1.    Cyclin D1 appears to play a more significant role as a driver in grade II (atypical) compared to grade III (anaplastic) meningiomas. The latter tumors are further mutated and most probably fed by a number of additional independent drivers in related pathways. This is in line with the observation made by the authors that the epigenetic downregulation of the cyclin D1 regulator hsa-miR193b-3p represents a more significant event in grade II compared to grade III meningiomas. For this reason, it would have made more sense to validate the hypothesized effects of the hsa-miR193b-3p mimic in a meningioma cell line that is derived from a grade II meningioma as opposed to IOMM-Lee which is a cell line established from a grade III meningioma. If WHOII meningioma cell lines are available, I recommend the authors to repeat their in vitro studies with these for more robust effects.  

 

2.  Regarding the in vitro studies chosen by the authors to validate their hypothesis, I recommend a refinement of their methodology to better reflect the biologic activity of cyclin D downregulation. For instance, the MTT assay may not be an appropriate one for this scope since this assay, although marketed as a ‘viability’ assay, is more of a mitochondrial metabolic assay.

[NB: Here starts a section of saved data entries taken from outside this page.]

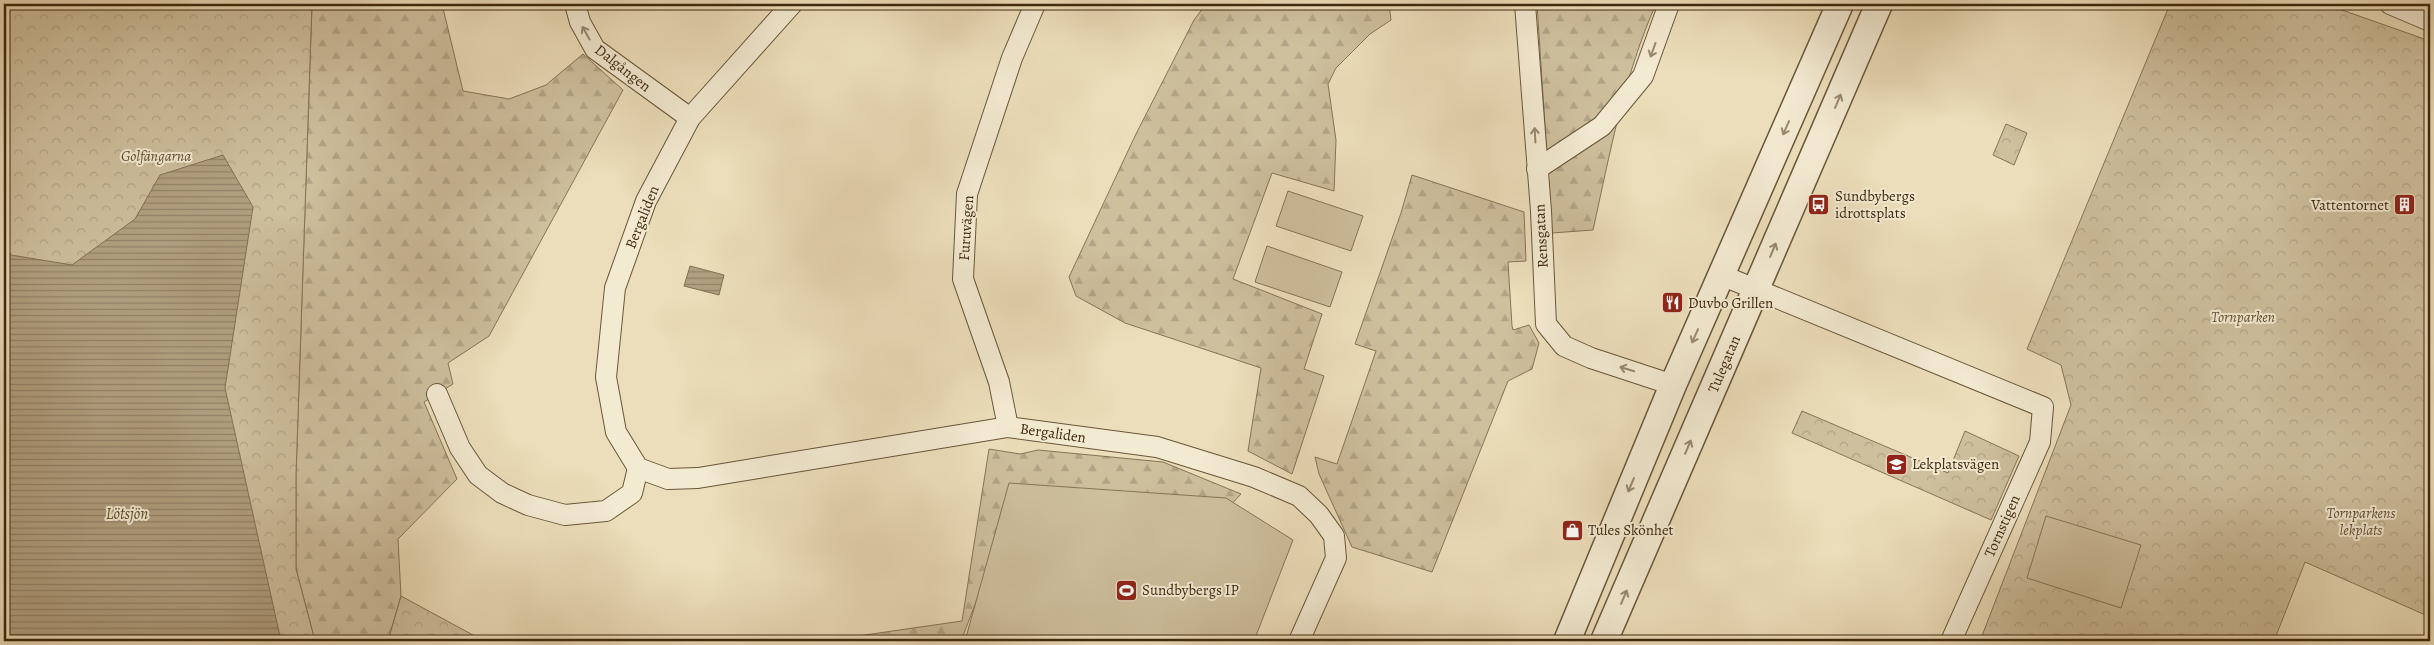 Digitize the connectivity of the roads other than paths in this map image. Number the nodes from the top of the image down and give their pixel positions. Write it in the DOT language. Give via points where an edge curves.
graph roads {
  1 [pos="575,4"];
  2 [pos="792,4"];
  3 [pos="1035,4"];
  4 [pos="1525,4"];
  5 [pos="1669,4"];
  6 [pos="1840,4"];
  7 [pos="1879,4"];
  8 [pos="2390,4"];
  9 [pos="2430,21"];
  10 [pos="690,118"];
  11 [pos="1537,169"];
  12 [pos="1721,275"];
  13 [pos="1756,289"];
  14 [pos="1673,385"];
  15 [pos="437,394"];
  16 [pos="1008,427"];
  17 [pos="638,468"];
  18 [pos="1300,641"];
  19 [pos="1567,641"];
  20 [pos="1604,641"];
  21 [pos="1951,641"];
  10 -- 1 [label="street, Dalgången, one-way" via="595,49 580,22"];
  2 -- 10 [label="street, Bergaliden"];
  3 -- 16 [label="street, Furuvägen" via="1012,58 967,194 963,279 999,382"];
  11 -- 4 [label="street, Rensgatan, one-way"];
  5 -- 11 [label="street, one-way" via="1643,76 1602,126"];
  6 -- 12 [label="street, one-way"];
  13 -- 7 [label="street, Tulegatan, one-way"];
  8 -- 9 [label="street"];
  10 -- 17 [label="street, Bergaliden" via="646,201 615,288 606,377 616,432"];
  14 -- 11 [label="street, Rensgatan, one-way" via="1564,346 1546,324"];
  12 -- 13 [label="street"];
  12 -- 14 [label="street, one-way"];
  20 -- 13 [label="street, Tulegatan, one-way"];
  13 -- 21 [label="street, Tornstigen" via="2043,407 2040,442"];
  14 -- 19 [label="street, one-way"];
  15 -- 17 [label="street" via="460,448 478,476 502,493 528,505 565,515 606,510 632,494"];
  16 -- 17 [label="street, Bergaliden" via="698,478 668,479"];
  16 -- 18 [label="street, Bergaliden" via="1157,446 1254,477 1299,496 1320,514 1334,536 1336,558"];
}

I would not recommend the MTT assay for studying either cell death or cell proliferation. In the specific context of the present study, a more appropriate assay to study the effect of the hsa-miR193b-3p mimic would have been a cell cycle analysis by flow cytometry. It would be important to measure the percentage of cells arrested in G1 after hsa-miR193b-3p introduction, which is an expected effect that directly reflects the downregulation of cyclin D1 by this microRNA species. In my opinion, a cell-cycle analysis by flow cytometry would be significantly more informative than the MTT assay in this context and a better companion for the BrdU incorporation analysis.    

 

Minor comment: the sentence from line 147 that starts with “No fluorescence decrease was observed…” should read “No luminescence decrease was observed…”. 

Author Response

Please see the attachment

Author Response File: Author Response.pdf

Round 2

Reviewer 1 Report

none

Reviewer 2 Report

I thank the authors for their responses. My recommendation for conducting a cell-cycle analysis by flow cytometry with the hsa-miR193b-3p mimic still stands for some very obvious reasons. This type of analysis is very easy to execute in terms of both effort and time investment. It would also be quite informative in terms of visualizing the potential effect of this miR mimic on pushing at least some of the IOMM-Lee cells into cell cycle arrest (specifically G1 arrest). Obviously, this could have further therapeutic implications if done comparatively side-by-side or in combination with palbociclib (i.e., an already-marketed CDK4/6 inhibitor) at clinically relevant concentrations. Obviously, such data would further and greatly benefit the potential reader of this paper. However, if a FACS analyzer (which otherwise is an extremely common piece of equipment) is not available to the authors, then this type of analysis is clearly not possible.